(Stored data entries)
----
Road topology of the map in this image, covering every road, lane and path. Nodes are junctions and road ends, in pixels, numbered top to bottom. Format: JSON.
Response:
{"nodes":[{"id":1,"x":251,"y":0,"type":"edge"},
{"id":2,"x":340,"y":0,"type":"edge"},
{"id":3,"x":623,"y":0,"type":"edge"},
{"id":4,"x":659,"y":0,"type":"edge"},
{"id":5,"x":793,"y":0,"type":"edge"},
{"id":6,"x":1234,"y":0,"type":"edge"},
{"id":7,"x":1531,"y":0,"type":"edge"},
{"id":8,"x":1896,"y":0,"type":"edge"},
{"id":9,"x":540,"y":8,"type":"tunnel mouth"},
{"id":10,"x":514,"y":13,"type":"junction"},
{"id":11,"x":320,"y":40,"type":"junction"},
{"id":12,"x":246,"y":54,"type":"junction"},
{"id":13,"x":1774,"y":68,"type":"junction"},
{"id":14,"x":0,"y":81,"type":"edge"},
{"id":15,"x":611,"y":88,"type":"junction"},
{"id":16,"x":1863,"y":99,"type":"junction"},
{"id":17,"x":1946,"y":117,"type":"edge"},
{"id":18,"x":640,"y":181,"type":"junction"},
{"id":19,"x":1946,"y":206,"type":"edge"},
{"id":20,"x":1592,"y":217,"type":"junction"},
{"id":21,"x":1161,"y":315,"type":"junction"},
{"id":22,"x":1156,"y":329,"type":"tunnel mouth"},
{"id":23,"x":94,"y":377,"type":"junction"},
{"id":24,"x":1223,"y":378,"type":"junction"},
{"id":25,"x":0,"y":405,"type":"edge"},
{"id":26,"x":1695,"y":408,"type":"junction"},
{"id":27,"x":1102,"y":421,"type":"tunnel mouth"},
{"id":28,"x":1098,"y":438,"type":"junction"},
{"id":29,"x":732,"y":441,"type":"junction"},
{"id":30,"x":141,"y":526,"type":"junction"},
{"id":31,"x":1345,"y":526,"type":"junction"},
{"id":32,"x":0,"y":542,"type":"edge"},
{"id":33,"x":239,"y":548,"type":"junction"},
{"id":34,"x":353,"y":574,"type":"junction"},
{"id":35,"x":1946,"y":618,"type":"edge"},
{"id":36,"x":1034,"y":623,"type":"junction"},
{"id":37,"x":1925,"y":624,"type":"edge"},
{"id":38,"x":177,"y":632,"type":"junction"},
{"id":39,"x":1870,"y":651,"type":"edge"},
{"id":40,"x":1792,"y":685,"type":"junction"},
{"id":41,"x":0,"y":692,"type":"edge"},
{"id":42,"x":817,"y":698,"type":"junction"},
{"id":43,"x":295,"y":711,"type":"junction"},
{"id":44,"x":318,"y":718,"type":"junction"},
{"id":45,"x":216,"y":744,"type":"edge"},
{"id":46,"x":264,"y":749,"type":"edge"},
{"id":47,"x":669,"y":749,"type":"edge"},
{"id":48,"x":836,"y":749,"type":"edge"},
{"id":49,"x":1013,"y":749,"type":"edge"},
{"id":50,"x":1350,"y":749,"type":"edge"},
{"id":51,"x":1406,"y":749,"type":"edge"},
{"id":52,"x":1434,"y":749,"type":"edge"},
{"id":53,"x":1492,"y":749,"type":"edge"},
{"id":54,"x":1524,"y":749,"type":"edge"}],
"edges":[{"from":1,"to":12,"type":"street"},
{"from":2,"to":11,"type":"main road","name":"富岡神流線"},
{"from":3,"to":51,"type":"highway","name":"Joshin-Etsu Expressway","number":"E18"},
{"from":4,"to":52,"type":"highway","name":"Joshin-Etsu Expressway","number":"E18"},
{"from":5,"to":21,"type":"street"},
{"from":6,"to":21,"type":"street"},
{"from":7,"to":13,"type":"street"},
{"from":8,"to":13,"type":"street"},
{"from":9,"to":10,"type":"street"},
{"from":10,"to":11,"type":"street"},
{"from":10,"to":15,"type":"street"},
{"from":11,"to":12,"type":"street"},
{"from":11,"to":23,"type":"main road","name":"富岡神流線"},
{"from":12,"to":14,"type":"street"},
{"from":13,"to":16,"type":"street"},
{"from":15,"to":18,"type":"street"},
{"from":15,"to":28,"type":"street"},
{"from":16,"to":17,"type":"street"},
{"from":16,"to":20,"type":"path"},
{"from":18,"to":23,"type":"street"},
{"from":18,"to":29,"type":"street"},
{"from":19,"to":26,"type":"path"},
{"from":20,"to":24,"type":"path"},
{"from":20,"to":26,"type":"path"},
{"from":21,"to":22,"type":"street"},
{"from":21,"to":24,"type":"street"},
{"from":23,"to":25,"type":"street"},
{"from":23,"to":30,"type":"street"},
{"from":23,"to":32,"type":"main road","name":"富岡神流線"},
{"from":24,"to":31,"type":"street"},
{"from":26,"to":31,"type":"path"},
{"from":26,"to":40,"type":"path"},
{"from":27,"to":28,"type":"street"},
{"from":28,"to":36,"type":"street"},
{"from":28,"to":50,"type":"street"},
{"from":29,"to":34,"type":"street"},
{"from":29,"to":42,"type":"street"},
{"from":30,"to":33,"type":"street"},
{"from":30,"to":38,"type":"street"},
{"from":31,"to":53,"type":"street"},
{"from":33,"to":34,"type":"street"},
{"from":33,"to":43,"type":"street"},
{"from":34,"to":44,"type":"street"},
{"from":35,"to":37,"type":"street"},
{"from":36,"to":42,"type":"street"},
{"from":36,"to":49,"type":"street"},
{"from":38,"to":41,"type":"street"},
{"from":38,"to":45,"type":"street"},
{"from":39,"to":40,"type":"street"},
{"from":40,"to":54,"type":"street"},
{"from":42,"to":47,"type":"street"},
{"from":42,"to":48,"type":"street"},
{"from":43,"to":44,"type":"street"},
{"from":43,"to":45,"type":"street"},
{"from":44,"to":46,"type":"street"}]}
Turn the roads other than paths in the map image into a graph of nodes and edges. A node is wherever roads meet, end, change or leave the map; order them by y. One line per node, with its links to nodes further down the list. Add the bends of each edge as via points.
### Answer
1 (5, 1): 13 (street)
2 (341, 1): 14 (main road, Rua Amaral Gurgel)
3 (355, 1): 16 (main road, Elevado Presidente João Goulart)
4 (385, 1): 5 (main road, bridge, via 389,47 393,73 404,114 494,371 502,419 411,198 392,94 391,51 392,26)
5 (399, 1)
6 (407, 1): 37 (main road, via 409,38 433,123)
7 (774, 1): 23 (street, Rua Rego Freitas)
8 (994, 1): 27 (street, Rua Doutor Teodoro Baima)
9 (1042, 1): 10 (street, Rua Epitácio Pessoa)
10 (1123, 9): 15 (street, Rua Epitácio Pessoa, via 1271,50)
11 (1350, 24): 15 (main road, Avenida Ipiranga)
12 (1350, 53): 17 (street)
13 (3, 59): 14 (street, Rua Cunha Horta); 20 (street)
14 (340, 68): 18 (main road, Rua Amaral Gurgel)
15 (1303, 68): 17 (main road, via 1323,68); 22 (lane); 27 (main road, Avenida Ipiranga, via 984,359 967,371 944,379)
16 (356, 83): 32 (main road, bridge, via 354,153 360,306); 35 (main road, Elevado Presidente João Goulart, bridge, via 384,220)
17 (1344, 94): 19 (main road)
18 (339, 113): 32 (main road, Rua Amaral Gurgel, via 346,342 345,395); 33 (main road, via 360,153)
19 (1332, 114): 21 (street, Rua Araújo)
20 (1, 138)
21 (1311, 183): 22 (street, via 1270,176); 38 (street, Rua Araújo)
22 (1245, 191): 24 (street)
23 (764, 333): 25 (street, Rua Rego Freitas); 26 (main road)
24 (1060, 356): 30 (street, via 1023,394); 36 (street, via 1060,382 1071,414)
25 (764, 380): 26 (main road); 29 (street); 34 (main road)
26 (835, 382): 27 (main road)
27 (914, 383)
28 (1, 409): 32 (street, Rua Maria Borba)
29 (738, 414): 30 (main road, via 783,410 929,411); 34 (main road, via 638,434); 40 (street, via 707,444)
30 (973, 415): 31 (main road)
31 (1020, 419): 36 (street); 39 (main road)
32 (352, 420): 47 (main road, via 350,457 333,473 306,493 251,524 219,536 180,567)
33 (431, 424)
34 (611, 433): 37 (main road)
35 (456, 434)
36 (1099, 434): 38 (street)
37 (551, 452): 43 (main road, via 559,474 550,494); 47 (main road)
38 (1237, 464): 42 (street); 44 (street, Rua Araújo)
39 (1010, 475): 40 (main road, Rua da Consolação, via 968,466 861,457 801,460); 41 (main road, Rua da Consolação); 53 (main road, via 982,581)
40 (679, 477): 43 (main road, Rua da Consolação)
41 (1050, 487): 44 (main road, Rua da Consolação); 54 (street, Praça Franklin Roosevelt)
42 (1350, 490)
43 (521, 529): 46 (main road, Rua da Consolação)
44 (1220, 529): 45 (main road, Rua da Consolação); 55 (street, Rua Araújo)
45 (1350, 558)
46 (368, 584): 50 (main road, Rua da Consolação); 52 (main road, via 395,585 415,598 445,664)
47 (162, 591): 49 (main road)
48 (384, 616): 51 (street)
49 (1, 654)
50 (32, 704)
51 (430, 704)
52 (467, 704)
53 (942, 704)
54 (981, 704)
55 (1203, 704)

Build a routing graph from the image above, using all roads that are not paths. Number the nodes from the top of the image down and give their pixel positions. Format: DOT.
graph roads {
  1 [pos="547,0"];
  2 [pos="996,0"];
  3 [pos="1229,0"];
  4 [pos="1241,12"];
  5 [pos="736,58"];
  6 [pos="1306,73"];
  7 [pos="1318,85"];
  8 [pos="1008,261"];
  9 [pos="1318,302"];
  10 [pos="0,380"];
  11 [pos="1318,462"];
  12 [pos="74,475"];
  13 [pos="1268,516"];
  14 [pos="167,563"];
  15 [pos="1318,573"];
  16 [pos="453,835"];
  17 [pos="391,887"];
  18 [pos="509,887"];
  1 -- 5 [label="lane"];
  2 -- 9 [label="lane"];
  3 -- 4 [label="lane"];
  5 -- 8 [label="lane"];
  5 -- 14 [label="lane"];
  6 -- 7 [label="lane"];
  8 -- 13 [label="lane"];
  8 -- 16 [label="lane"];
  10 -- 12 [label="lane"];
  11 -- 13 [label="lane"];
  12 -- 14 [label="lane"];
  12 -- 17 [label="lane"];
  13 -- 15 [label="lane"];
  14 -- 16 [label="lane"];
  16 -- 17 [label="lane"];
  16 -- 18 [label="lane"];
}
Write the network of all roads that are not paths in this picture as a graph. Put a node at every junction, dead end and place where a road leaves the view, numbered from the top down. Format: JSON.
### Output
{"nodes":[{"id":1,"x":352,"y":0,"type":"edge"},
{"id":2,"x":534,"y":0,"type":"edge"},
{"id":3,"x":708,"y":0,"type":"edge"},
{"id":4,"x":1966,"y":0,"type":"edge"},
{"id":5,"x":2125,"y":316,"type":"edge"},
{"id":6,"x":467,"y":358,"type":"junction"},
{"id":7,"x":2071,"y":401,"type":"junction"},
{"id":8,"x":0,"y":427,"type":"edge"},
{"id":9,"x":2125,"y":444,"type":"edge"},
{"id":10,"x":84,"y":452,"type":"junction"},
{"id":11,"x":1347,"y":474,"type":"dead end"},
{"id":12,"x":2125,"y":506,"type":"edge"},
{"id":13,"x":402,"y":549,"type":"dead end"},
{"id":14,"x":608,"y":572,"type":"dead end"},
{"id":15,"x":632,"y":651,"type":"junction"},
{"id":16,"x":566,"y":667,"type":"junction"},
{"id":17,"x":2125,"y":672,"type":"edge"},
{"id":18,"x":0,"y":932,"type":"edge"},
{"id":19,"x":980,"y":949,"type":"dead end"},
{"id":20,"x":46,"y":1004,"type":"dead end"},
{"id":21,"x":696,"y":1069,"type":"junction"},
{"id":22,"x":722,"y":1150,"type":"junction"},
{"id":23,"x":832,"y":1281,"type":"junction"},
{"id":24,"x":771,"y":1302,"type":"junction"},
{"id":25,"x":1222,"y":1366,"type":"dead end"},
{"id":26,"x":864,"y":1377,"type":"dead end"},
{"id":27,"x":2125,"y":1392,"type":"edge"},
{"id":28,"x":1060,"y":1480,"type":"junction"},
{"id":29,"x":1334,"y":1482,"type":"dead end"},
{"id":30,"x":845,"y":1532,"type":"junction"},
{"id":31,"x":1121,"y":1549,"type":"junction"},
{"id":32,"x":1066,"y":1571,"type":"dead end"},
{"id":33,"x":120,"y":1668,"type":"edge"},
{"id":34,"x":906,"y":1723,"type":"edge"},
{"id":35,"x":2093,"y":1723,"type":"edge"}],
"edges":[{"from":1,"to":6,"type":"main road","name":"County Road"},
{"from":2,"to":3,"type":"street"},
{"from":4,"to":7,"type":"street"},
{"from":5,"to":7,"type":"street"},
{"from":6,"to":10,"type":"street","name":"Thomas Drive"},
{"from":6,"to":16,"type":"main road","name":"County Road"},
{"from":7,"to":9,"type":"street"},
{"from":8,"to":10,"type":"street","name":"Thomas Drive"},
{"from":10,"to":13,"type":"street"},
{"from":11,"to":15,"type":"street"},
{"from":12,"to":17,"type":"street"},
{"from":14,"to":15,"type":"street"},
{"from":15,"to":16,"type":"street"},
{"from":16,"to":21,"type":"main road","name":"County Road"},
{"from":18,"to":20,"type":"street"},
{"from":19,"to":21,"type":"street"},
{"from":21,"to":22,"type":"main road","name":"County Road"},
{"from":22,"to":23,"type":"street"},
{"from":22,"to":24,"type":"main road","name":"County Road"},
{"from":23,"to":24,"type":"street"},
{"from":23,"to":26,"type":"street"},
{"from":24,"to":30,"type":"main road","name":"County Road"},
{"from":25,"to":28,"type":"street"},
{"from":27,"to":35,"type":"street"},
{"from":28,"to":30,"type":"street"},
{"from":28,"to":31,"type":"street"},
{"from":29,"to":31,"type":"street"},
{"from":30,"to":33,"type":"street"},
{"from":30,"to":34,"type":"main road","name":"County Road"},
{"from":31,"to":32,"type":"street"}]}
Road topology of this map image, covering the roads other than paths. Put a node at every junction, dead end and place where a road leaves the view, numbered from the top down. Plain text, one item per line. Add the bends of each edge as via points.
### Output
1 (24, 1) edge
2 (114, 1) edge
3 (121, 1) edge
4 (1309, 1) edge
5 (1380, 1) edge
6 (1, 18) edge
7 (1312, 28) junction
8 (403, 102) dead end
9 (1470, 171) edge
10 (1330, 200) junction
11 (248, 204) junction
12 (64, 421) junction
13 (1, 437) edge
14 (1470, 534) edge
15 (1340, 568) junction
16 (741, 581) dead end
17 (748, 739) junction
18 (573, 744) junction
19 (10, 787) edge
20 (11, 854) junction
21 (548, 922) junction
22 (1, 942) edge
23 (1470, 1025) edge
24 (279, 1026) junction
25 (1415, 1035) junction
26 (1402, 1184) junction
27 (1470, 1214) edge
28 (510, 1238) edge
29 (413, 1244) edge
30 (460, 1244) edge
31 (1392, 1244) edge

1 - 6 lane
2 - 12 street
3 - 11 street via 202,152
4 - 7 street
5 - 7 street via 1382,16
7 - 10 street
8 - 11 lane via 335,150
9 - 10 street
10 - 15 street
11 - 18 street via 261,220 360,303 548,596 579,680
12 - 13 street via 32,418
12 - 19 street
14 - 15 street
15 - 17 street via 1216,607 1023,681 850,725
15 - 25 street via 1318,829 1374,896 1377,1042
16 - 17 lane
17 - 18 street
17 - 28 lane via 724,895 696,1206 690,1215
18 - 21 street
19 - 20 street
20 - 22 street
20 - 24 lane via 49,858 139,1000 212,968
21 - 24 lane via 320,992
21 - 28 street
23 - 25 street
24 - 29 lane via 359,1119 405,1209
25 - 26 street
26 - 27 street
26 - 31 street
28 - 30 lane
----
_WORK ITEM:_
For every line above that includes the string "bridge", copy the line.

_ANSWER TO THE EXERCISE:_
4 (385, 1): 5 (main road, bridge, via 389,47 393,73 404,114 494,371 502,419 411,198 392,94 391,51 392,26)
16 (356, 83): 32 (main road, bridge, via 354,153 360,306); 35 (main road, Elevado Presidente João Goulart, bridge, via 384,220)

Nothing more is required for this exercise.